In the poster, “ICELL8 – A Versatile Single-Cell Processing System Using Nanowell Technology”, a collaboration between Dr. Nicholas Navin of the University of Texas MD Anderson Cancer Center and WaferGen, the ICELL8™ system was used to successfully dispense and analyze nuclei isolated from a frozen patient tumor sample, a significant challenge given that cell membranes from frozen tumors are typically ruptured. Evaluating tissues at the single nuclei level provides a potential path to understanding cancer biology and enables the possibility of using frozen tumor repositories, which exist by the thousands in cancer hospitals, for medical research. In addition, in human-mouse mixed species experiments, WaferGen researchers determined that approximately 99% of the selected single-cell containing wells contained only one cell.

Oral presentations on studies utilizing the ICELL8™ Single-Cell System included:

Dr.

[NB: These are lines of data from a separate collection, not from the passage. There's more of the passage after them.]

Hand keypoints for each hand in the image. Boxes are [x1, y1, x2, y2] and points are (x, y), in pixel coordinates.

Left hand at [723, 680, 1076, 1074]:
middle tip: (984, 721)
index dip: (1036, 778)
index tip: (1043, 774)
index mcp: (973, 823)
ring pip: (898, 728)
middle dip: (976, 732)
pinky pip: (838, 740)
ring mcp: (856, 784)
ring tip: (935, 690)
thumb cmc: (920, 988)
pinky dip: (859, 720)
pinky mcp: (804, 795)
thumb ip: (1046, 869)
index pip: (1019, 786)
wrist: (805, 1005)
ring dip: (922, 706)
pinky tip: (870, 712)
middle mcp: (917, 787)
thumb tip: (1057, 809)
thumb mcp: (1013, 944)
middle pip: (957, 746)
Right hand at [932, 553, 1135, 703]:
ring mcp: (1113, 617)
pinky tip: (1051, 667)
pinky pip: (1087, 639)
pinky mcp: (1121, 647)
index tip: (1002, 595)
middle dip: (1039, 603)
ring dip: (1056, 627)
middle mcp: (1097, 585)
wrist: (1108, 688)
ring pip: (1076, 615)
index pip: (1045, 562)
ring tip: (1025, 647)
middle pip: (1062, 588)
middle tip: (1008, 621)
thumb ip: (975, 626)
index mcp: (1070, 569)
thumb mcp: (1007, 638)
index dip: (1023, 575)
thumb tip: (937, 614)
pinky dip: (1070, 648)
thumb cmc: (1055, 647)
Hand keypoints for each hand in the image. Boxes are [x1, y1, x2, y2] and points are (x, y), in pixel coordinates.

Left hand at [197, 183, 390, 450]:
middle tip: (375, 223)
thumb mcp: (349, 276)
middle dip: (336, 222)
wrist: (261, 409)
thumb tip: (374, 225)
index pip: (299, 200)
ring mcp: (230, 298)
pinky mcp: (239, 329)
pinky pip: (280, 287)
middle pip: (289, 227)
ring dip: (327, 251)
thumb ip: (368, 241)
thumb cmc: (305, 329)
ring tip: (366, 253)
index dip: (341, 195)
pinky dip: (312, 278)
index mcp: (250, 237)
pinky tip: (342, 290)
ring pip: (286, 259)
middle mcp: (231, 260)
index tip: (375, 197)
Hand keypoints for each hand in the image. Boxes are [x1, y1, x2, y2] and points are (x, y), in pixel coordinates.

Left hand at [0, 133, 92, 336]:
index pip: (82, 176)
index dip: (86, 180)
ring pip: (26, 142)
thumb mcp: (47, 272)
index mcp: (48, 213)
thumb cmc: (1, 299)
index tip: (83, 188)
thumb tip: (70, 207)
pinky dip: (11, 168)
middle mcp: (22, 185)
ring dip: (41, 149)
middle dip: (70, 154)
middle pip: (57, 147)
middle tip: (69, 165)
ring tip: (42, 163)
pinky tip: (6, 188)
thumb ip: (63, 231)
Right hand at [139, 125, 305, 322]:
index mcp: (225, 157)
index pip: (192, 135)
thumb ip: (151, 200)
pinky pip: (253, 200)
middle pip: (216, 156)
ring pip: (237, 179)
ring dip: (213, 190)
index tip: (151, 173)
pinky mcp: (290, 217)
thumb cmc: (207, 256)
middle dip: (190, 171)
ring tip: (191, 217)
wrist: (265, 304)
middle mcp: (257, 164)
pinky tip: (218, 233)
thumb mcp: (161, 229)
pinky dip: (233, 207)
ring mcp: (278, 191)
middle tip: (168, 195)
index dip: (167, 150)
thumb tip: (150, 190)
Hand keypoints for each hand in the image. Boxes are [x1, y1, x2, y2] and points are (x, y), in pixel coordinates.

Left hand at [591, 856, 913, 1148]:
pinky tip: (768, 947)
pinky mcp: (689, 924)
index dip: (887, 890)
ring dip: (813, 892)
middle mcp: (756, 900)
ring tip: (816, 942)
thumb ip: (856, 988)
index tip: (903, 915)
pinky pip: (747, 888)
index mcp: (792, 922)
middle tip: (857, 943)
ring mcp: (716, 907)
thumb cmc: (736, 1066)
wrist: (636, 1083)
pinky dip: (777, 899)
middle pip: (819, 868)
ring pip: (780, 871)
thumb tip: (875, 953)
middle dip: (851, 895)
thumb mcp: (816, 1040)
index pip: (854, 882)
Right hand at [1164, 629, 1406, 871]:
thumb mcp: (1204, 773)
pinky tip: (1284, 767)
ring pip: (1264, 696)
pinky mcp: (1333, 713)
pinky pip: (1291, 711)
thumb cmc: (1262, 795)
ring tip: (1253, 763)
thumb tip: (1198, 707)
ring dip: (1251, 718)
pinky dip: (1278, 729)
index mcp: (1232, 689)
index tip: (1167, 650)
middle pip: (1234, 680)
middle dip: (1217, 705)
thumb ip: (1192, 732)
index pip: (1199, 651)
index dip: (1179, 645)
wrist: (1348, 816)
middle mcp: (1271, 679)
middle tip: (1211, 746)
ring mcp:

Sten Linnarsson, Karolinska Institutet
Molecular Anatomy of the Mouse Brain by Single-Cell RNA-Seq
Researchers performed pilot studies on mouse brain regions with the aim of identifying the molecular anatomy of the entire brain. Utilizing the ICELL8™ System, researchers isolated and prepared thousands of single cells, recreating results from a previously published study from Dr. Linnarsson’s group of researchers. Based on this work, Dr. Linnarsson discussed the possibility of generating a complete molecular atlas of the brain.

The ICELL8™ Single-Cell system was able to isolate cells over a two day period, which previously required months of work,” said Sten Linnarsson, Professor at Karolinska Institutet.

Dr. Max Seibold, National Jewish Health
Large-Scale Single-Cell Transcriptome Sequencing of the Human Airway Epithelium
In a study of human cultured airway epithelial cells (AECs) and in-vivo brushed airway epithelium cells, researchers generated single-cell expression profiles, including genes and cell markers of individual cells of all three types of AECs – basal, secretory and ciliated. The presentation highlighted results from a time course study performed in a single chip using over 1,700 single cells grown over a 95 day time period. The researchers were able to process up to 8 different samples or conditions on a single ICELL8™ chip, providing important insights into a multitude of pulmonary diseases, such as asthma.

Dr. Somasekar Seshagiri, Genentech
Comprehensive Analysis of Tumors at Whole Tissue to Single-Cell Level

Genentech researchers utilized ICELL8™ to analyze thousands of single cells from individuals with mesothelioma tumors, revealing new genomic information that helped classify the patients into four known subtypes of mesothelioma tumors, as well as identify gene expression differences among the tumor subtypes that could be potential drug discovery targets. In addition, at least 10 different cell types were successfully processed using the ICELL8™ system, demonstrating the system’s ability to handle multiple cell shapes and sizes.